Pemfigoid pęcherzowy

Pemfigoid pęcherzowy (ang. bullous pemphigoid – BP) jest autoimmunologicznym schorzeniem skóry należącym do grupy chorób pęcherzowych. Klinicznie objawia się występowaniem dużych, dobrze napiętych pęcherzy na niezmienionym lub rumieniowym podłożu. W patogenezie pemfigoidu obok przeciwciał IgG skierowanych przeciwko antygenom błony podstawnej (BP180 i BP230) stwierdza się zaburzenia w produkcji cytokin i mediatorów reakcji zapalnej.

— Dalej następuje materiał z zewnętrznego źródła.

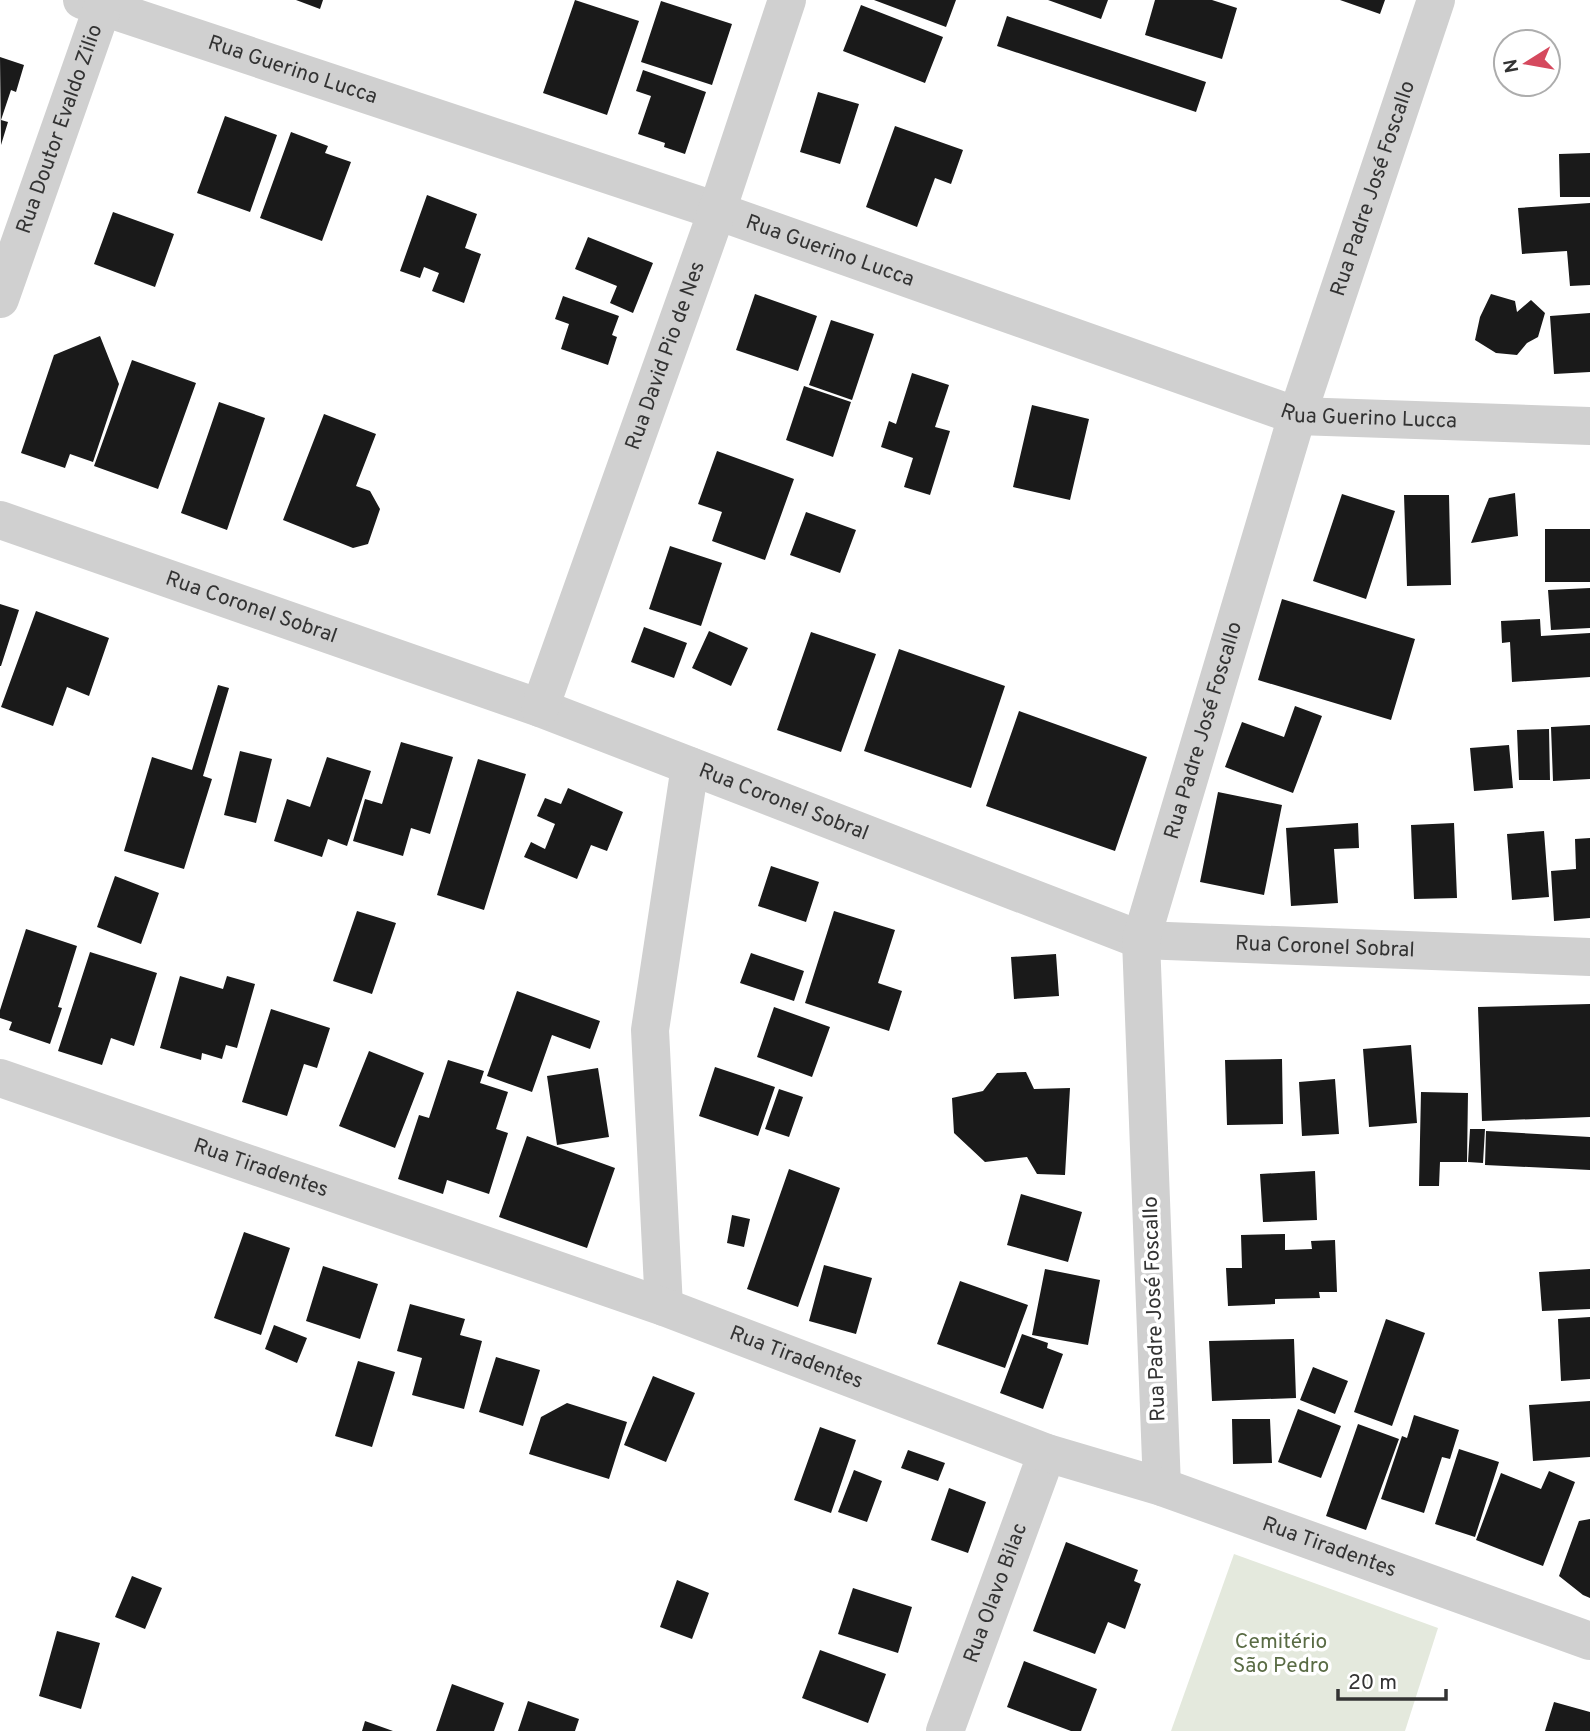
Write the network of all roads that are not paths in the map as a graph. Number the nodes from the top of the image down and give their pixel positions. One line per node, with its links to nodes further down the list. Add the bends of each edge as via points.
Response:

W surowicy chorych oraz w płynie pęcherzowym występuje zwiększone stężenie cytokin układu Th2, takich jak IL-4, IL-5, IL-6, oraz rozpuszczalnego receptora dla IL-2 [38]. Jak wykazano w badaniach przeprowadzonych przez Maeda i wsp., kluczowy dla formowania się zmian pęcherzowych jest wczesny naciek skóry przez aktywowane limfocyty T CD4+ i eozynofile [37]. Poszukując przyczyny migracji limfocytów T do skóry, Frezzolini i wsp. wskazali na istotną rolę IL-16 jako czynnika chemotaktycznego w stosunku do tych komórek [38]. Okazało się, że u osób chorych występuje znacząco większe stężenie tej cytokiny zarówno w surowicy, jak i w płynie pęcherzowym w porównaniu z grupą kontrolną. W badaniach immunohistochemicznych wykazano w przebiegu pemfigoidu zwiększoną ekspresję IL-16 na keratynocytach i naciekających naskórek limfocytach T CD4+ w obrębie zmian skórnych. Zastosowanie doustnej terapii glikokortykosteroidami obok poprawy klinicznej spowodowało znamienną redukcję autoprzeciwciał i krążącej we krwi IL-16 [37]. Poza migracją limfocytów interleukina ta nasila uwalnianie się cytokin prozapalnych, takich jak IL-1β, IL-6, IL-15 i czynnik martwicy nowotworu (ang. tumour necrosis factor – TNF), oraz zwiększa ekspresję receptora dla IL-2 na komórkach CD4+, co w konsekwencji prowadzi do ich aktywacji i proliferacji. Pobudzone limfocyty Th2 mają zdolność aktywacji i rekrutacji do skóry wytwarzających IL-16 eozynofilów, co stanowi pierwszy etap w procesie uszkodzenia skóry w przebiegu pemfigoidu. Uważa się, że wraz z rozwojem choroby IL-16 produkowana przez keratynocyty i naciekające skórę eozynofile zostaje uwolniona do krwi, gdzie powoduje rekrutację i migrację do skóry autoreaktywnych limfocytów T CD4+ Th2 oraz odpowiada za nasiloną syntezę cytokin prozapalnych, podtrzymując proces tworzenia się pęcherzy [38].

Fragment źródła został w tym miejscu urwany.